Aucun contrat n’a été suspendu
Lors de cet entretien, Pape Alé est également revenu sur les accords de convention d’entreprises entre la RTS et les syndicats. Selon lui, « il y a amalgame, car aucun contrat n’a été suspendu. Il y a des CDD arrivés à terme qui n’ont pas été renouvelés, et cela ne doit pas être automatique ; cela dépend de l’appréciation ». Il se demande même : « Si le Président Macky voulait vraiment du bien pour la boîte, pourquoi signer un décret à quelques jours de la fin de son mandat ? » Il note également que l’ancien directeur a signé l’accord d’entreprise le 29 mars, décret qui, selon lui, « ne profite qu’aux directeurs ».
Nous avons des relations formidables et de vérité
Parlant de sa relation avec le duo Sonko-Diomaye, le directeur révèle que « beaucoup en parlent, mais notre relation remonte à 2005, lorsque j’étais à la radio Sud FM. Ousmane Sonko se battait à la direction générale des impôts et domaines pour y installer un syndicat. À l’époque, la douane luttait aussi pour avoir son syndicat, et lui (Sonko) a réussi le défi en tant que secrétaire général des impôts et domaines. Mame Boy Diao était le porte-parole. C’est de là que vient notre connaissance ». Donc, c’est bien avant la création de son parti, que j’étais parmi les rares journalistes à l’inviter. Je l’ai invité dans SamediMag (émission de la 2STV) après la création de la CREI, car il avait écrit un article montrant comment cette institution violait la présomption d’innocence. J’ai trouvé l’article pertinent et l’ai appelé pour qu’il puisse venir s’expliquer dans SamediMag. Depuis, nos relations sont restées les mêmes, même si toute la presse le boycottait, je continuais à l’inviter dans mes émissions. Pape ajoute que « beaucoup de gens font un mauvais procès à Sonko sans vraiment le connaître, car ils ne voient que son engagement sur le terrain politique, mais il a un cœur d’or ». Quant au Président Diomaye, il est aussi formidable que son Premier ministre, raconte Pape Alé. « Je l’ai interrogé pour la première fois dans l’émission Décryptage (émission de la 2STV), où nous avons parlé du code minier. Ce sont donc des relations particulières avec eux. »

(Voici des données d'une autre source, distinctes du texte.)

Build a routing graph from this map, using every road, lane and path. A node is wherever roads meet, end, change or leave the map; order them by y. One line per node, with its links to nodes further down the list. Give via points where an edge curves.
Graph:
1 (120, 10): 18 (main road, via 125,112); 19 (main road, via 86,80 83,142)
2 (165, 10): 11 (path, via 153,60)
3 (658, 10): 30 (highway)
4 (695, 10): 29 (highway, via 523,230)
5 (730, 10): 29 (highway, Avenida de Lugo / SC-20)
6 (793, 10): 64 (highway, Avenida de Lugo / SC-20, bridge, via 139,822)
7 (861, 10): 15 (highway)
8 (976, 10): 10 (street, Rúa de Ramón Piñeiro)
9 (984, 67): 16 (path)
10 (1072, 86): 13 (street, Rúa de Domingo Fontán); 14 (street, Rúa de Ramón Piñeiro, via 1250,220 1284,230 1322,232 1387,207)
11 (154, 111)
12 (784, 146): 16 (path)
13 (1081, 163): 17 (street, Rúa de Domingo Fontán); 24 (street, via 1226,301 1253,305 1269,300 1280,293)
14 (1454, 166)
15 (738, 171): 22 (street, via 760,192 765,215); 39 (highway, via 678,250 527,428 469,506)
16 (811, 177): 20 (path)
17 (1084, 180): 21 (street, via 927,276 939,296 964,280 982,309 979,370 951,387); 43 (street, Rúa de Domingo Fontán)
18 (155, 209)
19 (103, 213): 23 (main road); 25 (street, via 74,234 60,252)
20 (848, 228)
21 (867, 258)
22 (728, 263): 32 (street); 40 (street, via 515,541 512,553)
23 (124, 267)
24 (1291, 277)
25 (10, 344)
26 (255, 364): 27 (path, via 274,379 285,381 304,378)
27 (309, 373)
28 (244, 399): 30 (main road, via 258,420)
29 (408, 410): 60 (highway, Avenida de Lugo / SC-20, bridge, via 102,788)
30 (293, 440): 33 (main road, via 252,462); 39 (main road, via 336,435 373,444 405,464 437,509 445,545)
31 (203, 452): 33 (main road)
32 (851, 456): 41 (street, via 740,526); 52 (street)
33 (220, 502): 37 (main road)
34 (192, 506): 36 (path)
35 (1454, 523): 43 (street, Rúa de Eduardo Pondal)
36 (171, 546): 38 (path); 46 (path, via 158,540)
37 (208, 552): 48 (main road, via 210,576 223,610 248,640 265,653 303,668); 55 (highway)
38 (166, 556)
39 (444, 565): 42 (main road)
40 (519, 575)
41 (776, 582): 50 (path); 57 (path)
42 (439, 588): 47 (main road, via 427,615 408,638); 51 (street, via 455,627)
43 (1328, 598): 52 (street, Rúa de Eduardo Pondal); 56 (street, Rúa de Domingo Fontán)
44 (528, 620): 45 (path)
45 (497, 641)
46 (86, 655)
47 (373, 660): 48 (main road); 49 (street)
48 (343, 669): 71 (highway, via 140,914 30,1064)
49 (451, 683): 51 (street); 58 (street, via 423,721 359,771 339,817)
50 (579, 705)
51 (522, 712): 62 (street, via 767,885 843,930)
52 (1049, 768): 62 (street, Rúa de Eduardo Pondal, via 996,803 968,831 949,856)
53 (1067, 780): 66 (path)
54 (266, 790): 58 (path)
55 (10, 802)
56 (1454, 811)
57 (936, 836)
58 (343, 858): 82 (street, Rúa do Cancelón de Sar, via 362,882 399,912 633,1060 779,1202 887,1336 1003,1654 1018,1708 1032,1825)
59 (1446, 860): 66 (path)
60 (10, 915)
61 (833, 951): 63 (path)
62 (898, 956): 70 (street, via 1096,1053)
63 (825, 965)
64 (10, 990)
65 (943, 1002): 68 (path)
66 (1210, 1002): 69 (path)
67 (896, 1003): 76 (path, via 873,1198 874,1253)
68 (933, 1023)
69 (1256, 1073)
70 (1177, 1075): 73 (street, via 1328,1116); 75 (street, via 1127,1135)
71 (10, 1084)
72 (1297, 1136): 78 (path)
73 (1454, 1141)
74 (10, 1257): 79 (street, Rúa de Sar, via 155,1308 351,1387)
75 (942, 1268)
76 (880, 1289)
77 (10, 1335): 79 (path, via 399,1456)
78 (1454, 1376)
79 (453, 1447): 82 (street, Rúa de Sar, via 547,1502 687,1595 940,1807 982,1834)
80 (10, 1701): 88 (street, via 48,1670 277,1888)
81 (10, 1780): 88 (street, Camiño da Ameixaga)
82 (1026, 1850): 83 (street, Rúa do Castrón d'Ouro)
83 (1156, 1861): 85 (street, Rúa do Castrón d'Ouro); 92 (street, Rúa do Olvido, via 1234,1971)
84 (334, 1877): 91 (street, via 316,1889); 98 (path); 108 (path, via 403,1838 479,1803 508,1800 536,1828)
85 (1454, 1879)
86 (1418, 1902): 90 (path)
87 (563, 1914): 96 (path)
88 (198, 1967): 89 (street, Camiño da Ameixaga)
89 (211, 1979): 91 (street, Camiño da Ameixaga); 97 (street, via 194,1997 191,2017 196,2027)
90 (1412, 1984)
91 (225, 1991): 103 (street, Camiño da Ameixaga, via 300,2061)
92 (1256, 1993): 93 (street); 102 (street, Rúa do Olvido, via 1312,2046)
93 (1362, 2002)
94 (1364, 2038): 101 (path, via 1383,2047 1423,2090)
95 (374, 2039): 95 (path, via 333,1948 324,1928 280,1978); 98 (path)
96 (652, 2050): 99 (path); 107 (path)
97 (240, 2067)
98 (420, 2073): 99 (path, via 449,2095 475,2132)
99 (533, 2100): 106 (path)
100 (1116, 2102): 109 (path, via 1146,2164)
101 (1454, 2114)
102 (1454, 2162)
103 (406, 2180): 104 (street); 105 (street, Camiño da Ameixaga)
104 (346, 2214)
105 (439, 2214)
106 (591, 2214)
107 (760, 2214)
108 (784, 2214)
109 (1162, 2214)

Pour ceux qui s’attendaient à autre chose, Pape Alé « défie quiconque de prouver que je détiens une carte de membre de Pastef ». D’ailleurs, en tant que journaliste, « je ne suis jamais allé à une conférence de Pastef, ni jamais couvert leurs activités ». Par contre, « ce que je poste sur mes réseaux sociaux ne concerne que ma personne et non le directeur de la RTS », conclut-il.